The basic pattern of the film goes something like this: there’s a mini heist, which the Three Sorceketeers must try to carry out through a combination of goofy disguises, parkour, and straight up camera tricks. A surprising number of these plans go sideways immediately, leading to car chases, parkour, and fisticuffs, which are apparently also part of a magician’s purview. I dunno, man, I feel like I could probably kick David Copperfield’s ass, but that’s just me. Whatever, I can suspend disbelief. It’s magic!

The ruse will nonetheless be mostly successful, leading to a scene in which the magicians retreat to some drawing room, sharing stories that lead to flashback sequences showing how the tricks we already saw actually worked (“I liked when they explained how they did the tricks, otherwise I would’ve had no idea what happened,” -my nephew). Along the way, magicians from the previous movies are reintroduced, to much audience delight. Heist, explanations, callbacks, repeat. Remember Morgan Freeman? He’s in these too! Can’t make a movie about magic without Morgan Freeman, I always say.
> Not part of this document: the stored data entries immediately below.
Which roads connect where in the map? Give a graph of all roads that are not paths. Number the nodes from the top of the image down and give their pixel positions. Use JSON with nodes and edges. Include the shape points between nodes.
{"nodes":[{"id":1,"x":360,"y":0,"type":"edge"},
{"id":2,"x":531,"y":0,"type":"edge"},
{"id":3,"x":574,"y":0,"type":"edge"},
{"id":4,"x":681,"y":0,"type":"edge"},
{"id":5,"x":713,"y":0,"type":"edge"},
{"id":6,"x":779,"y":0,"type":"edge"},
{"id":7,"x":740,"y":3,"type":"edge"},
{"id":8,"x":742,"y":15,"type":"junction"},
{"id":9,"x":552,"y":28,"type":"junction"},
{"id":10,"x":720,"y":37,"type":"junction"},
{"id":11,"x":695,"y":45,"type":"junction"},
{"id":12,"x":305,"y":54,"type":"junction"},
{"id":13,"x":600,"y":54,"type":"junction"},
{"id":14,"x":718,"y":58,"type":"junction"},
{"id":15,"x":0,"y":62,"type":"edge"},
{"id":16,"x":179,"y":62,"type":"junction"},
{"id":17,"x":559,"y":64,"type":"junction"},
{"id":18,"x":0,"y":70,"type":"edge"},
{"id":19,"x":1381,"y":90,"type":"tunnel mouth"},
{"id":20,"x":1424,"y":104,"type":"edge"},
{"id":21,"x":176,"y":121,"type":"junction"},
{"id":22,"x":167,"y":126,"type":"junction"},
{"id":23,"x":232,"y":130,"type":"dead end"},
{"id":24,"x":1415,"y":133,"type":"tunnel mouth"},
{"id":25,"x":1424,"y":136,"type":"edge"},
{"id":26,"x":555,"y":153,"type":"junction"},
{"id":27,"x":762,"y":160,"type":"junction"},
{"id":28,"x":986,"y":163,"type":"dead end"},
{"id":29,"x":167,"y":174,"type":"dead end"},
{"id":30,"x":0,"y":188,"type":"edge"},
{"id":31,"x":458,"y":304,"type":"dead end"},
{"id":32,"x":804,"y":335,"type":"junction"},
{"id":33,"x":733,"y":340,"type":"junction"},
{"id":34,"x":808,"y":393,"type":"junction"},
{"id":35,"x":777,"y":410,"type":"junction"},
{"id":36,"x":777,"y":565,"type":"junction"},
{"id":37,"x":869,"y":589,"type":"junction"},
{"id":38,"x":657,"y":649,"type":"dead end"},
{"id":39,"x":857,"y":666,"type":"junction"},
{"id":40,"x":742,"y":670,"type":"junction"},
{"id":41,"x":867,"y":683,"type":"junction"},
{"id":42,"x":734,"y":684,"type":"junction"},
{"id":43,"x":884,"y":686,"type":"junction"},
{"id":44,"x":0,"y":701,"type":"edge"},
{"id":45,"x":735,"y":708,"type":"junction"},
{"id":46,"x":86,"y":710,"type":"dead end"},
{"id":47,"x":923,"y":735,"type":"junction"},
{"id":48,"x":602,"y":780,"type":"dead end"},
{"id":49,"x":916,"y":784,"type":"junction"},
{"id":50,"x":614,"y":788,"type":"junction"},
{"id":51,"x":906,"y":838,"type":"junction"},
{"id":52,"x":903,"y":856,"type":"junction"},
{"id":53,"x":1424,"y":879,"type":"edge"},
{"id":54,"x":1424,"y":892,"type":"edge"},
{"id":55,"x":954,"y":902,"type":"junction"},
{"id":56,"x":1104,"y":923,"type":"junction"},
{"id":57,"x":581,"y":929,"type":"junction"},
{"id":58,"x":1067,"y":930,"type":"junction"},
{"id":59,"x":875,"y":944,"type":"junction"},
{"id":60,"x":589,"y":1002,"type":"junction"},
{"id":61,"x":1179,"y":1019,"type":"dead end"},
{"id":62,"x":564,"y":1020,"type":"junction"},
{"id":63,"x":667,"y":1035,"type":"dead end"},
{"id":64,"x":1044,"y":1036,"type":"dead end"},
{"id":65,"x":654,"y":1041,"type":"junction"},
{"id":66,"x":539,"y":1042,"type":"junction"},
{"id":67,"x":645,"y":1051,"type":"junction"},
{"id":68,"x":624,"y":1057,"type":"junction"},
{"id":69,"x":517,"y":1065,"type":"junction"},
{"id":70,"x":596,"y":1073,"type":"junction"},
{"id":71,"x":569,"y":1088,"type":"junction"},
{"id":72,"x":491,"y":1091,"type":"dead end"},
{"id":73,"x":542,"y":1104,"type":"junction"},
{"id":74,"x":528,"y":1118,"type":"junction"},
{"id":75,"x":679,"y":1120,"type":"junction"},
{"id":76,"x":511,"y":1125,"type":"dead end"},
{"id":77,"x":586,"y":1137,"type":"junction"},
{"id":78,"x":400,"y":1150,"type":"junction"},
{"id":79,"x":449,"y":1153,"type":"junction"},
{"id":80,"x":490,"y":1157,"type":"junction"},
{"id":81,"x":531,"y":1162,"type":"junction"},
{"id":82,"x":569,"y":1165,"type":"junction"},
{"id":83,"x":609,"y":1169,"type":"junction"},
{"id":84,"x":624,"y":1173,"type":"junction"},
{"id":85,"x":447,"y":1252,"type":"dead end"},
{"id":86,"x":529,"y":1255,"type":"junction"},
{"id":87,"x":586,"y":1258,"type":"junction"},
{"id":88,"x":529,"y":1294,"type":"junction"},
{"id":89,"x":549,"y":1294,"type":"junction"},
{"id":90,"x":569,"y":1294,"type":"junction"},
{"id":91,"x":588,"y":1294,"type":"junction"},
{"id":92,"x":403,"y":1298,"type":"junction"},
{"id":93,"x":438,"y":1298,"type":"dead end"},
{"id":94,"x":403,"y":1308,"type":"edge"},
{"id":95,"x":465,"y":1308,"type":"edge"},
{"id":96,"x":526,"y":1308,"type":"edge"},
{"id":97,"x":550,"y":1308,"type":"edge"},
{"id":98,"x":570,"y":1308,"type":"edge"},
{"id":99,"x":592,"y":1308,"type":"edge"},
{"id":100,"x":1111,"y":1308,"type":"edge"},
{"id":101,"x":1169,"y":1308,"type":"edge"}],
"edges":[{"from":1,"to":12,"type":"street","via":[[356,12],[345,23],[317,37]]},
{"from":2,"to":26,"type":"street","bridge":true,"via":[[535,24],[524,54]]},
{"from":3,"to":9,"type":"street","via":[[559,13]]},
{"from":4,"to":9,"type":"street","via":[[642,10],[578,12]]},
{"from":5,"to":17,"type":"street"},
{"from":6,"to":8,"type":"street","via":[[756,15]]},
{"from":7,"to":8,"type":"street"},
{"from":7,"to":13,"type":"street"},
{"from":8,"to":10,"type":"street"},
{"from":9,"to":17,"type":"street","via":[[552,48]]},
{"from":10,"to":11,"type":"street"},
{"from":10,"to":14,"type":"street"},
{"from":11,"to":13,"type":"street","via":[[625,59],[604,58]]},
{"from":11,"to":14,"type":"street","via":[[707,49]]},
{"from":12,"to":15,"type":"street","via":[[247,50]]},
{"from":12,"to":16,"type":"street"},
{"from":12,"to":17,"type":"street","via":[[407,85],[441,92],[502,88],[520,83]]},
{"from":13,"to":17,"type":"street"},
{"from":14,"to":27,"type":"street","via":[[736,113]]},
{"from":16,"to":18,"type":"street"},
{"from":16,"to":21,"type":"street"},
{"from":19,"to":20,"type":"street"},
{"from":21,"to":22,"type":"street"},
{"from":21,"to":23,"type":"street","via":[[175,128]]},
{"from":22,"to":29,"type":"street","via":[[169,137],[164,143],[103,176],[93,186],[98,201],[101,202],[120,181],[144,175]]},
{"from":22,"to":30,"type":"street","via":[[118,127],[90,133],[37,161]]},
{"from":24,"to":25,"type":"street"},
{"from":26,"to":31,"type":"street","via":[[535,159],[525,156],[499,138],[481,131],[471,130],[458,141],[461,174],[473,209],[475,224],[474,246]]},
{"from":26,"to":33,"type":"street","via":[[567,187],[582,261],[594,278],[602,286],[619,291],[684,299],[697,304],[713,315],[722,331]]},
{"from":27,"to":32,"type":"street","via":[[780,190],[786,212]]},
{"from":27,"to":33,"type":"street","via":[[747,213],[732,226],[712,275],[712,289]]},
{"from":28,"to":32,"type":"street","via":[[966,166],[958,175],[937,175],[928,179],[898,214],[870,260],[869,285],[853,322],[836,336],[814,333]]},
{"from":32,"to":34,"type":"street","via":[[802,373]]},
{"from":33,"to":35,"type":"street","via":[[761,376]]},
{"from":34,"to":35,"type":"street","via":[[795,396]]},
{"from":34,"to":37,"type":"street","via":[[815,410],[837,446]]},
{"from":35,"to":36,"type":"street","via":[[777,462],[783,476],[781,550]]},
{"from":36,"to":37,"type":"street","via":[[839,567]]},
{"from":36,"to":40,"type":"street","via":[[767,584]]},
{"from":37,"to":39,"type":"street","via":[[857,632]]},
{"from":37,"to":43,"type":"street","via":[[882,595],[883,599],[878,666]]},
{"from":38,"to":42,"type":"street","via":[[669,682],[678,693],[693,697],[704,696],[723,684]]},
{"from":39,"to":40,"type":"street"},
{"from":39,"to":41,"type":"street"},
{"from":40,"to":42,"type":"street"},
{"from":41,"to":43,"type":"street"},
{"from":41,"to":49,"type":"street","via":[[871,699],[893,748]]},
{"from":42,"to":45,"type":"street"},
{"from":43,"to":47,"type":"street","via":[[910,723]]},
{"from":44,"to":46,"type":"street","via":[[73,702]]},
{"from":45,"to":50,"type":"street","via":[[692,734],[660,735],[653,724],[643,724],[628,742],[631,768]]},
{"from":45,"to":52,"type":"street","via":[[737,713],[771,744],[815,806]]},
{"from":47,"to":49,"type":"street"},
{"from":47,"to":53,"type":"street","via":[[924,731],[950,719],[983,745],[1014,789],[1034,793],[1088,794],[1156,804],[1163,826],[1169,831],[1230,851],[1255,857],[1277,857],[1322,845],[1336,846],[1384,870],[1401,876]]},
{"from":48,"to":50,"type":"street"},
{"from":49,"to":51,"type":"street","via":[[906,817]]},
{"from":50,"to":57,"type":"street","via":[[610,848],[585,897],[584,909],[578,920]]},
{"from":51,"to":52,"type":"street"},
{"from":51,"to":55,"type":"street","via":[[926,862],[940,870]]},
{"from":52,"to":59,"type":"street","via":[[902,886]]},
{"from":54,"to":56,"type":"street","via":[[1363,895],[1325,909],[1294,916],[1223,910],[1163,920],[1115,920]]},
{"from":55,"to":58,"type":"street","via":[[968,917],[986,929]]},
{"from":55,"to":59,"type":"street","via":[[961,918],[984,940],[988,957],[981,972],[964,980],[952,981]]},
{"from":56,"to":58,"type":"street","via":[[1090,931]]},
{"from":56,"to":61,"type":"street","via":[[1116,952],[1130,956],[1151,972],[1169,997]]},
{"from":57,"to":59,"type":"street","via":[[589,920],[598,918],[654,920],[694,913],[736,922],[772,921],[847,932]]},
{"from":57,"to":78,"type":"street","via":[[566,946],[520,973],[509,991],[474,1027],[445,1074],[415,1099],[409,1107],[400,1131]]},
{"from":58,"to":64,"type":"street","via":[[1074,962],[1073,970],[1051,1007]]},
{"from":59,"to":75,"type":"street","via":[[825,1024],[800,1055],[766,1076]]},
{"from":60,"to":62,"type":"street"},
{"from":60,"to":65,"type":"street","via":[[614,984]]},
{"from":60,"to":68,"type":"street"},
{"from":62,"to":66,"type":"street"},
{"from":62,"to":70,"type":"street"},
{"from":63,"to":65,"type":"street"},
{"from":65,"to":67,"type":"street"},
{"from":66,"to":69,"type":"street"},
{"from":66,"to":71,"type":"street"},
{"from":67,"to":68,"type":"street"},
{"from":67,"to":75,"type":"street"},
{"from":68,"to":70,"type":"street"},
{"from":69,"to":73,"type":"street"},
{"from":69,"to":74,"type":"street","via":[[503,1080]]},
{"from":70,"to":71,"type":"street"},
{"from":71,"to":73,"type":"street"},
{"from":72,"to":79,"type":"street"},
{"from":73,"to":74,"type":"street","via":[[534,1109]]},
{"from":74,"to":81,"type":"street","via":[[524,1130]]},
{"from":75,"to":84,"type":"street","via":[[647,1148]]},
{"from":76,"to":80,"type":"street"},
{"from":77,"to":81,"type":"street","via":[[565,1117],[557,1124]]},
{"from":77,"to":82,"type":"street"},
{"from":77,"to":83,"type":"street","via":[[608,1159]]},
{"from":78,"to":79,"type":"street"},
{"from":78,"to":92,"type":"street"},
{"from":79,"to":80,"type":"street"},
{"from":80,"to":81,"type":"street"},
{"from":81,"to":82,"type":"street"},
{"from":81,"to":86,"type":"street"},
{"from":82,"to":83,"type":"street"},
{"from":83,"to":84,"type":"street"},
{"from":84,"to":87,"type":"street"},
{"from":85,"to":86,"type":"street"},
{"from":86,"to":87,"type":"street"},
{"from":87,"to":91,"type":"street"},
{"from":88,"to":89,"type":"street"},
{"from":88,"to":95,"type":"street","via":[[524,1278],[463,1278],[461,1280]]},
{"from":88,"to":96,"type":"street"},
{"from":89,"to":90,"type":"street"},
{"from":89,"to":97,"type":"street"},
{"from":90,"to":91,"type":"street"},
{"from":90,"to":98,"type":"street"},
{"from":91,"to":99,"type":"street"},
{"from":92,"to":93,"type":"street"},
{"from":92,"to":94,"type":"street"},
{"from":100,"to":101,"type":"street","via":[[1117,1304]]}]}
Eventually, all the magicians from the previous movies and the new magicians introduced in this one are finally all together in one place. A sort of Magic: The Gathering, if you will. They’ve teamed up, of course, for one big final heist, which takes place at a big F1 race in Abu Dhabi. Abu Dhabi (as seen in various UFC broadcasts and in Sex and the City 2) almost certainly paid for or incentivized this placement. Or so we’re left to assume from obvious spon-con moments, like Rosamund Pike gesturing grandly to Abu Dhabi’s many wonders, while clipping, “Welcome to Yas Island. It’s the Orlando of the Middle East.”

She intends this as a high compliment, by the way. Presumably the target audience for Now You 3 Me are meant to hear this and think “Another Orlando? How exotic!”

Rosamund Pike’s evil diamond company happens to be sponsoring the F1 race, where they will be unveiling their new company car. F1 superstar Lewis Hamilton makes a cameo. Dominic Sessa steals the racecar at one point and drives it around city streets. All kinds of impossible magic tricks take place, like Dave Franco turning a playing card into a shower of confetti and Isla Fisher transforming her dress into a different dress while it’s still on her body. That bit from Naked Gun, where they coax a confession out of a bad guy using a fake backdrop, which reveals itself to be another fake backdrop, inside another fake backdrop, happens unironically at least three times.

Lionsgate

Just when the gang thinks they’ve successfully stolen the diamond, Rosamund Pike, employing Boer treachery, drops them through a trap door into an elaborate murder contraption. The gang find themselves inside a giant glass box as it fills with sand. How will the horsemen get themselves out of this one? Ask Isla Fisher, she’s the escape artist, after all! Eventually she figures that if they can break an overhead pipe, they can soak the sand, making it heavy enough to break the glass and free the horseman. She references a famous stunt in which something like this happened, with the wet sand and the glass breaking and whatnot.

I can’t imagine they expected many people to catch this reference, but for some reason I know this stunt — that it was the “Amazing” Joe Burrus, an aspiring Houdini who had planned to escape from a plastic-glass coffin buried under two feet of cement. He ended up dying when the cement proved heavier than expected and shattered the coffin. It all happened on Halloween night (the same day Houdini died), 1990, in Fresno, California, with all of his family and assistants standing around. This awful image has stuck with me all these years, for obvious reasons.

All of which left me wondering: was it just weird coincidence that the one of the first Fresno screenings in years contained this odd, incredibly obscure Fresno reference? Or had some brilliant publicist or studio marketing person noted the connection and tried to make the most of it? I’m guessing it had to be the first, but still: pretty weird. Almost as weird as the Houdini wannabe dying on the same day as Houdini.